TASK ITEM: Your reply should be the complete data, reproduced exactly.

RECORDS FOR PROCESSING:

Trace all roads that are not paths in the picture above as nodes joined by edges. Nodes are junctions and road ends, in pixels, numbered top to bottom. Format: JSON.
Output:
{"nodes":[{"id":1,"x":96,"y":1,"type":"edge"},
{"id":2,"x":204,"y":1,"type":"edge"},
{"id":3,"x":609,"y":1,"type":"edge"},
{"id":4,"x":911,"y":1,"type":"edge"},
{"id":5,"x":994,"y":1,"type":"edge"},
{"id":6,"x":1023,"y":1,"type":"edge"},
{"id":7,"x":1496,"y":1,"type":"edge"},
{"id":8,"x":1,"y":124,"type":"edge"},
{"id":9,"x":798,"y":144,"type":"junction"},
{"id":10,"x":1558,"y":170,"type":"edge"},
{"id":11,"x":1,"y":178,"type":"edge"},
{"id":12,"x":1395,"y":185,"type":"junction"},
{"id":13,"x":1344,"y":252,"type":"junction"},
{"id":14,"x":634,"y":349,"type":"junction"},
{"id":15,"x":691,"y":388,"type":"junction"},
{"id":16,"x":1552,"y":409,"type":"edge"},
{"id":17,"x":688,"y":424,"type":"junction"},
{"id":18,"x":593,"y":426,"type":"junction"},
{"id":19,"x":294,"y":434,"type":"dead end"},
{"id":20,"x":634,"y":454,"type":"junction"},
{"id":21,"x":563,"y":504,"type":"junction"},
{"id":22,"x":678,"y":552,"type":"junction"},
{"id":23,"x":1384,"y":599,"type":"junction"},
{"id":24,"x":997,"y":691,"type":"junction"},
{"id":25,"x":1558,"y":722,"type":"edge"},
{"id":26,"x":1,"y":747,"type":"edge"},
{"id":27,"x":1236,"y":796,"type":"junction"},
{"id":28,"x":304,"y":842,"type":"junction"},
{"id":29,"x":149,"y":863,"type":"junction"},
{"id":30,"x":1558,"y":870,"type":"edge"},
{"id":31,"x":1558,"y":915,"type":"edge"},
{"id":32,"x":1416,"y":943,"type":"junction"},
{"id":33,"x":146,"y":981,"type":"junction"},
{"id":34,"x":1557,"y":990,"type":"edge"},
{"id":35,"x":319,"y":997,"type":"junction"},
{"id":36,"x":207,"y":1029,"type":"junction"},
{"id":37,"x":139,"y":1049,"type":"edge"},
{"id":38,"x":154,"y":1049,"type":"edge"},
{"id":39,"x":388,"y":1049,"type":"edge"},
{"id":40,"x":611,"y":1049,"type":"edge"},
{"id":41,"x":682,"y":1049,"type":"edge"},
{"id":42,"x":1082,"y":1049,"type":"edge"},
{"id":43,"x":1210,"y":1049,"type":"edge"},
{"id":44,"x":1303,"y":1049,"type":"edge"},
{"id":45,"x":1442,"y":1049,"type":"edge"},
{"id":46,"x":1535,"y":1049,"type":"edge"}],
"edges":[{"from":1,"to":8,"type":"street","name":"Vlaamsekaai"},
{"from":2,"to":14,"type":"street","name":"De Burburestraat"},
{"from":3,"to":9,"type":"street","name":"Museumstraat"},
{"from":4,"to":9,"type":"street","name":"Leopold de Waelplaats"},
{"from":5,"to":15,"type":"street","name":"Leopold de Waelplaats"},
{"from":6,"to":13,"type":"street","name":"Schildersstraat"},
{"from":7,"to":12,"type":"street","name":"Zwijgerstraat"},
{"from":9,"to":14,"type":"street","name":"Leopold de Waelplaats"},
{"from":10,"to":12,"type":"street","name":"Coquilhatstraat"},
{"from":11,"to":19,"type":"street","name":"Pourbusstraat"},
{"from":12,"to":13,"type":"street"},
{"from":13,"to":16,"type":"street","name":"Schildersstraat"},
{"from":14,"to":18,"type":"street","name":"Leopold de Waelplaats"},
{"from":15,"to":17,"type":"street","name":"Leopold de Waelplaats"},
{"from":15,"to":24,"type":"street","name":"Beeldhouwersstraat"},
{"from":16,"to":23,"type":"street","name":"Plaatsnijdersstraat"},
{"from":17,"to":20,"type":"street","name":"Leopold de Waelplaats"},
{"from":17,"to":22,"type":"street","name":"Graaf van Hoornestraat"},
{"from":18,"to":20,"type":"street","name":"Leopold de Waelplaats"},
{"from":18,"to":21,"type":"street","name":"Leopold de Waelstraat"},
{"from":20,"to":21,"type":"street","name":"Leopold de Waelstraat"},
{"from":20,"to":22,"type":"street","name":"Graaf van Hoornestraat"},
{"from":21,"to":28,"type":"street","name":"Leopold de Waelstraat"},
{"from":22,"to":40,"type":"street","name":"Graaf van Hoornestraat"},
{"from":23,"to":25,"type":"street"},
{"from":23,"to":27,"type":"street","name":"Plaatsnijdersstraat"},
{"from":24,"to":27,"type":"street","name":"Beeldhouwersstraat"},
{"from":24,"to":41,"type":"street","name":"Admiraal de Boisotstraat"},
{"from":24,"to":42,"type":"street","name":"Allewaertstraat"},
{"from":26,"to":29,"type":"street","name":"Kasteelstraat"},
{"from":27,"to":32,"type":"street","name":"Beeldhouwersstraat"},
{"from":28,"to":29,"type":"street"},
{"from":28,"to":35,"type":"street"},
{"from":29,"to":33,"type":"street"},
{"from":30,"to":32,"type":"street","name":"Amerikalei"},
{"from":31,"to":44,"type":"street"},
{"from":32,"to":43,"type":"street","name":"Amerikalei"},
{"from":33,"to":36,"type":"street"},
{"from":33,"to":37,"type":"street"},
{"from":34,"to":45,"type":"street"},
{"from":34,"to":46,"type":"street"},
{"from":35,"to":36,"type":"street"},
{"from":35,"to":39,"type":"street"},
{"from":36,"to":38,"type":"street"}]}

EXERCISE OUTPUT:
Trace all roads that are not paths in the picture above as nodes joined by edges. Nodes are junctions and road ends, in pixels, numbered top to bottom. Format: JSON.
Output:
{"nodes":[{"id":1,"x":96,"y":1,"type":"edge"},
{"id":2,"x":204,"y":1,"type":"edge"},
{"id":3,"x":609,"y":1,"type":"edge"},
{"id":4,"x":911,"y":1,"type":"edge"},
{"id":5,"x":994,"y":1,"type":"edge"},
{"id":6,"x":1023,"y":1,"type":"edge"},
{"id":7,"x":1496,"y":1,"type":"edge"},
{"id":8,"x":1,"y":124,"type":"edge"},
{"id":9,"x":798,"y":144,"type":"junction"},
{"id":10,"x":1558,"y":170,"type":"edge"},
{"id":11,"x":1,"y":178,"type":"edge"},
{"id":12,"x":1395,"y":185,"type":"junction"},
{"id":13,"x":1344,"y":252,"type":"junction"},
{"id":14,"x":634,"y":349,"type":"junction"},
{"id":15,"x":691,"y":388,"type":"junction"},
{"id":16,"x":1552,"y":409,"type":"edge"},
{"id":17,"x":688,"y":424,"type":"junction"},
{"id":18,"x":593,"y":426,"type":"junction"},
{"id":19,"x":294,"y":434,"type":"dead end"},
{"id":20,"x":634,"y":454,"type":"junction"},
{"id":21,"x":563,"y":504,"type":"junction"},
{"id":22,"x":678,"y":552,"type":"junction"},
{"id":23,"x":1384,"y":599,"type":"junction"},
{"id":24,"x":997,"y":691,"type":"junction"},
{"id":25,"x":1558,"y":722,"type":"edge"},
{"id":26,"x":1,"y":747,"type":"edge"},
{"id":27,"x":1236,"y":796,"type":"junction"},
{"id":28,"x":304,"y":842,"type":"junction"},
{"id":29,"x":149,"y":863,"type":"junction"},
{"id":30,"x":1558,"y":870,"type":"edge"},
{"id":31,"x":1558,"y":915,"type":"edge"},
{"id":32,"x":1416,"y":943,"type":"junction"},
{"id":33,"x":146,"y":981,"type":"junction"},
{"id":34,"x":1557,"y":990,"type":"edge"},
{"id":35,"x":319,"y":997,"type":"junction"},
{"id":36,"x":207,"y":1029,"type":"junction"},
{"id":37,"x":139,"y":1049,"type":"edge"},
{"id":38,"x":154,"y":1049,"type":"edge"},
{"id":39,"x":388,"y":1049,"type":"edge"},
{"id":40,"x":611,"y":1049,"type":"edge"},
{"id":41,"x":682,"y":1049,"type":"edge"},
{"id":42,"x":1082,"y":1049,"type":"edge"},
{"id":43,"x":1210,"y":1049,"type":"edge"},
{"id":44,"x":1303,"y":1049,"type":"edge"},
{"id":45,"x":1442,"y":1049,"type":"edge"},
{"id":46,"x":1535,"y":1049,"type":"edge"}],
"edges":[{"from":1,"to":8,"type":"street","name":"Vlaamsekaai"},
{"from":2,"to":14,"type":"street","name":"De Burburestraat"},
{"from":3,"to":9,"type":"street","name":"Museumstraat"},
{"from":4,"to":9,"type":"street","name":"Leopold de Waelplaats"},
{"from":5,"to":15,"type":"street","name":"Leopold de Waelplaats"},
{"from":6,"to":13,"type":"street","name":"Schildersstraat"},
{"from":7,"to":12,"type":"street","name":"Zwijgerstraat"},
{"from":9,"to":14,"type":"street","name":"Leopold de Waelplaats"},
{"from":10,"to":12,"type":"street","name":"Coquilhatstraat"},
{"from":11,"to":19,"type":"street","name":"Pourbusstraat"},
{"from":12,"to":13,"type":"street"},
{"from":13,"to":16,"type":"street","name":"Schildersstraat"},
{"from":14,"to":18,"type":"street","name":"Leopold de Waelplaats"},
{"from":15,"to":17,"type":"street","name":"Leopold de Waelplaats"},
{"from":15,"to":24,"type":"street","name":"Beeldhouwersstraat"},
{"from":16,"to":23,"type":"street","name":"Plaatsnijdersstraat"},
{"from":17,"to":20,"type":"street","name":"Leopold de Waelplaats"},
{"from":17,"to":22,"type":"street","name":"Graaf van Hoornestraat"},
{"from":18,"to":20,"type":"street","name":"Leopold de Waelplaats"},
{"from":18,"to":21,"type":"street","name":"Leopold de Waelstraat"},
{"from":20,"to":21,"type":"street","name":"Leopold de Waelstraat"},
{"from":20,"to":22,"type":"street","name":"Graaf van Hoornestraat"},
{"from":21,"to":28,"type":"street","name":"Leopold de Waelstraat"},
{"from":22,"to":40,"type":"street","name":"Graaf van Hoornestraat"},
{"from":23,"to":25,"type":"street"},
{"from":23,"to":27,"type":"street","name":"Plaatsnijdersstraat"},
{"from":24,"to":27,"type":"street","name":"Beeldhouwersstraat"},
{"from":24,"to":41,"type":"street","name":"Admiraal de Boisotstraat"},
{"from":24,"to":42,"type":"street","name":"Allewaertstraat"},
{"from":26,"to":29,"type":"street","name":"Kasteelstraat"},
{"from":27,"to":32,"type":"street","name":"Beeldhouwersstraat"},
{"from":28,"to":29,"type":"street"},
{"from":28,"to":35,"type":"street"},
{"from":29,"to":33,"type":"street"},
{"from":30,"to":32,"type":"street","name":"Amerikalei"},
{"from":31,"to":44,"type":"street"},
{"from":32,"to":43,"type":"street","name":"Amerikalei"},
{"from":33,"to":36,"type":"street"},
{"from":33,"to":37,"type":"street"},
{"from":34,"to":45,"type":"street"},
{"from":34,"to":46,"type":"street"},
{"from":35,"to":36,"type":"street"},
{"from":35,"to":39,"type":"street"},
{"from":36,"to":38,"type":"street"}]}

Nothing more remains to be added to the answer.